Your instructions — From the listing below, copy each line that holds "Layhams".
Task material Block Start
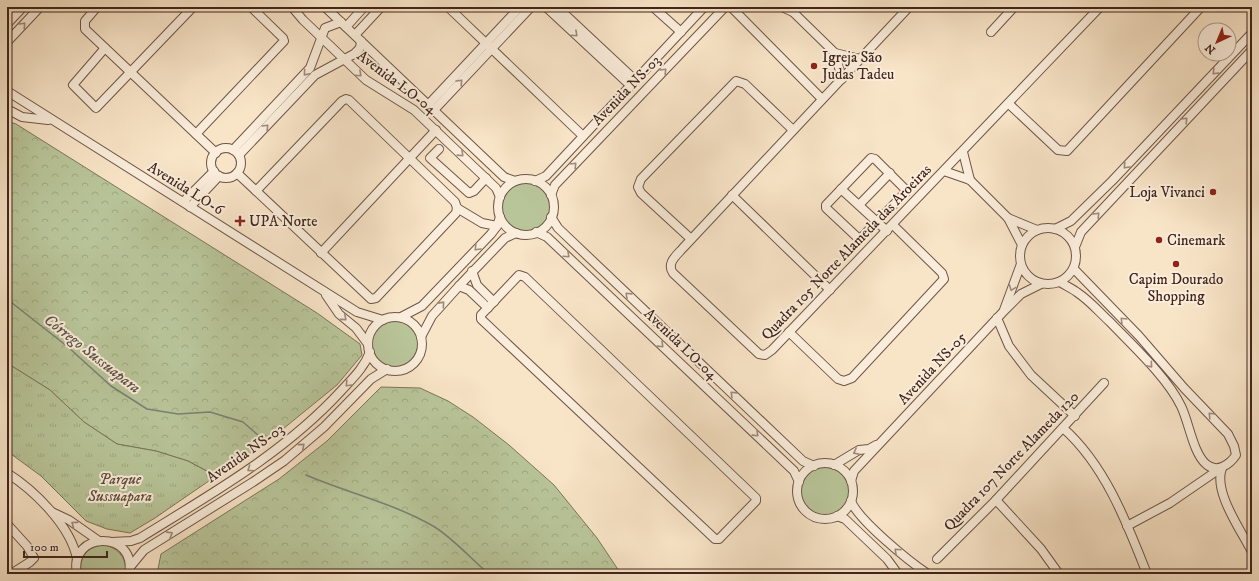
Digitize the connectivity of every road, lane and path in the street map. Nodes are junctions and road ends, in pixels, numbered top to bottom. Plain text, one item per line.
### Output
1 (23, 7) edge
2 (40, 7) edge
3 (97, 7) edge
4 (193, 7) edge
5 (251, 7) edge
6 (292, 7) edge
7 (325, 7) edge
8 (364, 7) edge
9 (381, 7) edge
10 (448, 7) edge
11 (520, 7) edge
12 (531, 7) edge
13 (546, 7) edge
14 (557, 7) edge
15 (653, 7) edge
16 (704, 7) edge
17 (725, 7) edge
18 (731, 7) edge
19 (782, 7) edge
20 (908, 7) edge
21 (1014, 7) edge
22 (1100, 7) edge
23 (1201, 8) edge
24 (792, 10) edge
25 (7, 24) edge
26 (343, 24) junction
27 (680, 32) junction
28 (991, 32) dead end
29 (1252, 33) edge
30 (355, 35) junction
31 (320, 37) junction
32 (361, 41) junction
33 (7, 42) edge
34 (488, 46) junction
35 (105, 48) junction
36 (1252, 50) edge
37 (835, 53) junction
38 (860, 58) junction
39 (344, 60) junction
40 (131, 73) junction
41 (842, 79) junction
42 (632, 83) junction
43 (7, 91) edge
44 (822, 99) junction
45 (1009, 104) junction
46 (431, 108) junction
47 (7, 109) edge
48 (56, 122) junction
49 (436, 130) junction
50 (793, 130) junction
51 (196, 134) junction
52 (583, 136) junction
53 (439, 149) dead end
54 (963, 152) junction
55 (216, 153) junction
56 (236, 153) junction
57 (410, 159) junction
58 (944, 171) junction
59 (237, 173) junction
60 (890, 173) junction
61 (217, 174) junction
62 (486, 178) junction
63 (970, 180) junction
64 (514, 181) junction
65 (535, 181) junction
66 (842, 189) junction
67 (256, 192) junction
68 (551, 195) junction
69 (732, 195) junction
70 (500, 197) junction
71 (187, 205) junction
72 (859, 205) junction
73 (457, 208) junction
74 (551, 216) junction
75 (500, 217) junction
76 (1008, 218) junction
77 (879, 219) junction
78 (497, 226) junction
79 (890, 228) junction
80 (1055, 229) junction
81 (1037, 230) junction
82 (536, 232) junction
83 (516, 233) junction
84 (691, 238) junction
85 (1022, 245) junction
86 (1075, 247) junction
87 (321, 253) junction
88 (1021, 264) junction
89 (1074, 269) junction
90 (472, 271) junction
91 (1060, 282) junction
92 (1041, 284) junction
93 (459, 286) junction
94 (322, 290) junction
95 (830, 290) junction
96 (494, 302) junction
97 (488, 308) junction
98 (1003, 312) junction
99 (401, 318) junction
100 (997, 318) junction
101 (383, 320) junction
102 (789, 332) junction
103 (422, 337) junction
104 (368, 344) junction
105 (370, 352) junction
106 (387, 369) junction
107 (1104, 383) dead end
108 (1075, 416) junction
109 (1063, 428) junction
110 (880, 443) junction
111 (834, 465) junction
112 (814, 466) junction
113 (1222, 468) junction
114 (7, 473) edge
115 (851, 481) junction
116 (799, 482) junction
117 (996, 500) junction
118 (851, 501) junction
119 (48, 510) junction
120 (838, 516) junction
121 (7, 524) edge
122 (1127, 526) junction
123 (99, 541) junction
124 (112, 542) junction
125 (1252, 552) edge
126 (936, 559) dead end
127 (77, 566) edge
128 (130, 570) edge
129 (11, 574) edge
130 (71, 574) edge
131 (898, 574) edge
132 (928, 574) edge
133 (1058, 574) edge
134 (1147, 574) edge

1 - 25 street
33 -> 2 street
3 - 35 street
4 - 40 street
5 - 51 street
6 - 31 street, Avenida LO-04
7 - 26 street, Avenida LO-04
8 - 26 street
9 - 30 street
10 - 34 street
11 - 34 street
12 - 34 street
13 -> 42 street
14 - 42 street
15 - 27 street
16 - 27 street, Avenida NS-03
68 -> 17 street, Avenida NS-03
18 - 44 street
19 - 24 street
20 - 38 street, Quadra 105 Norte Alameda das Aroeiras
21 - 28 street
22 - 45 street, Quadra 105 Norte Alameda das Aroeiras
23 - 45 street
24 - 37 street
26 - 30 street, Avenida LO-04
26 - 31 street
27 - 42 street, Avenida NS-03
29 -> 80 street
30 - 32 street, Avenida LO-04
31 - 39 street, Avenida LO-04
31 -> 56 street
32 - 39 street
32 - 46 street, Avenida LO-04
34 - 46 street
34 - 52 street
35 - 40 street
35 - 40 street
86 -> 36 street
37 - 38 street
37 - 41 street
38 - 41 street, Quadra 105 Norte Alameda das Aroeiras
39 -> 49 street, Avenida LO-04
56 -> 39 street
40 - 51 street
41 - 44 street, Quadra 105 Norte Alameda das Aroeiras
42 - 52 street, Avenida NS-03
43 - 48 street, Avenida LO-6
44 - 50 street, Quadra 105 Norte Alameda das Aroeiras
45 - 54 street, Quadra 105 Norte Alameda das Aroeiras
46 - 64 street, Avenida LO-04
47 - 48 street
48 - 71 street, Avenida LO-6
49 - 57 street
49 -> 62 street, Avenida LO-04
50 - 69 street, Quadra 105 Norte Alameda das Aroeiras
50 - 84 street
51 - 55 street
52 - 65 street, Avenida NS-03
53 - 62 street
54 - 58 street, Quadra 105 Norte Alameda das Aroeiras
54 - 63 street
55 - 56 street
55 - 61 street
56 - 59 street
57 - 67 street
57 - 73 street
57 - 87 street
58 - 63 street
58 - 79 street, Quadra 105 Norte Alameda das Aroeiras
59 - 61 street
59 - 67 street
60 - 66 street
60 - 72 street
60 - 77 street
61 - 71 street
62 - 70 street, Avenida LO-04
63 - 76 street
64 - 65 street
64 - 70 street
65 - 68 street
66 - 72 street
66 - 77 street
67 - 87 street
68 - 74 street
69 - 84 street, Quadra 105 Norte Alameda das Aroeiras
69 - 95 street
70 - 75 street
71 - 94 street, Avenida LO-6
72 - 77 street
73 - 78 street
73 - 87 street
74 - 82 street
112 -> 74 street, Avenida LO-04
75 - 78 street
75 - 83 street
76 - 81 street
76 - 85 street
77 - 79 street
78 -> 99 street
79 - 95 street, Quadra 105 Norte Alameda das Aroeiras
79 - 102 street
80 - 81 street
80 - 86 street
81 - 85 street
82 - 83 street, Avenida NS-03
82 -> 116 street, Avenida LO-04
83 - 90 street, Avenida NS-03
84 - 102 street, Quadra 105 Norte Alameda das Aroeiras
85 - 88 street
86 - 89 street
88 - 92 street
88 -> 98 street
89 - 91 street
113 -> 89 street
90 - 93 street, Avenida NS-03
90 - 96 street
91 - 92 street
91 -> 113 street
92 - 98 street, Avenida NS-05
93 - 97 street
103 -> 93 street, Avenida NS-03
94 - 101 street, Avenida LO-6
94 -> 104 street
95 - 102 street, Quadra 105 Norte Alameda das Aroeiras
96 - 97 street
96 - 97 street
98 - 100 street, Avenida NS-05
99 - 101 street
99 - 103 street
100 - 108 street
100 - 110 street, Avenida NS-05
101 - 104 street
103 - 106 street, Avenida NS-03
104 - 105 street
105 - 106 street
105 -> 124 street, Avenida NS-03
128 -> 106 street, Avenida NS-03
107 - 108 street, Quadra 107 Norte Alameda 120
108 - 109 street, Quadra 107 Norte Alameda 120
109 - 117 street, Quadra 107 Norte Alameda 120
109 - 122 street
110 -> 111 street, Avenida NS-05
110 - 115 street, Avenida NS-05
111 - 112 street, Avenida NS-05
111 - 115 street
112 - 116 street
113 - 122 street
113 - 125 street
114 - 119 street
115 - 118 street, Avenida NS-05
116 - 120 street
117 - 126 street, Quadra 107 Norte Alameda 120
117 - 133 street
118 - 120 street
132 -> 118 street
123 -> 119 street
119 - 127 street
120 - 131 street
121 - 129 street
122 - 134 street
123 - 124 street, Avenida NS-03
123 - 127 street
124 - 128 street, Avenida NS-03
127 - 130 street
Task material Block End
Task material Block Start
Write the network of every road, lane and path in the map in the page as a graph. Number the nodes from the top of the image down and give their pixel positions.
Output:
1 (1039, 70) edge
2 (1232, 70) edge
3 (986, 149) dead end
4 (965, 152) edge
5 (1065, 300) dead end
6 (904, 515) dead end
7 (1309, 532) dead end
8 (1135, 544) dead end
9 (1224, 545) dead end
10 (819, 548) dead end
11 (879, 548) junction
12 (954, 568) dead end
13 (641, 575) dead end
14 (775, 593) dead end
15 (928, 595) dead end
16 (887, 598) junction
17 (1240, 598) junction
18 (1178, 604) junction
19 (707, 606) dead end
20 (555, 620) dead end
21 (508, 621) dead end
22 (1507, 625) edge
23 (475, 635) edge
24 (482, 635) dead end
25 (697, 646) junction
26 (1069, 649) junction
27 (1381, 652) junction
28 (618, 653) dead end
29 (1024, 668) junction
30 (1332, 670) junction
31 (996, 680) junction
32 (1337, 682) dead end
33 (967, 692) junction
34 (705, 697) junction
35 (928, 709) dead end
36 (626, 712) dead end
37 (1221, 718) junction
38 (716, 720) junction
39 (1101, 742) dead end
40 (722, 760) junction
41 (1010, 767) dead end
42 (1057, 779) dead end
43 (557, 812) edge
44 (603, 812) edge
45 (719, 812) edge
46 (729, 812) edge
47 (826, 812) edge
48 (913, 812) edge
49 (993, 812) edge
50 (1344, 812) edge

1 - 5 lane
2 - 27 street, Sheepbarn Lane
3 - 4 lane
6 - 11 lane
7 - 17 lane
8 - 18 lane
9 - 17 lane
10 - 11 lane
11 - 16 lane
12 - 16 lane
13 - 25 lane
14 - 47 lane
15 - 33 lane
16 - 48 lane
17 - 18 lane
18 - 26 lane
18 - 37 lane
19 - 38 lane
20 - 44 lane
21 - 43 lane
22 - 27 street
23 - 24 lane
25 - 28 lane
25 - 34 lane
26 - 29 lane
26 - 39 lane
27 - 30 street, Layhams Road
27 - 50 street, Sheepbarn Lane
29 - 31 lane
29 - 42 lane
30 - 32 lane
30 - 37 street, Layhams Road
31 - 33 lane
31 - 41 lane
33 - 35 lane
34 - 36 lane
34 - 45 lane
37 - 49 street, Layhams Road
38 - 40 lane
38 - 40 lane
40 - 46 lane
Task material Block End
Written answer —
27 - 30 street, Layhams Road
30 - 37 street, Layhams Road
37 - 49 street, Layhams Road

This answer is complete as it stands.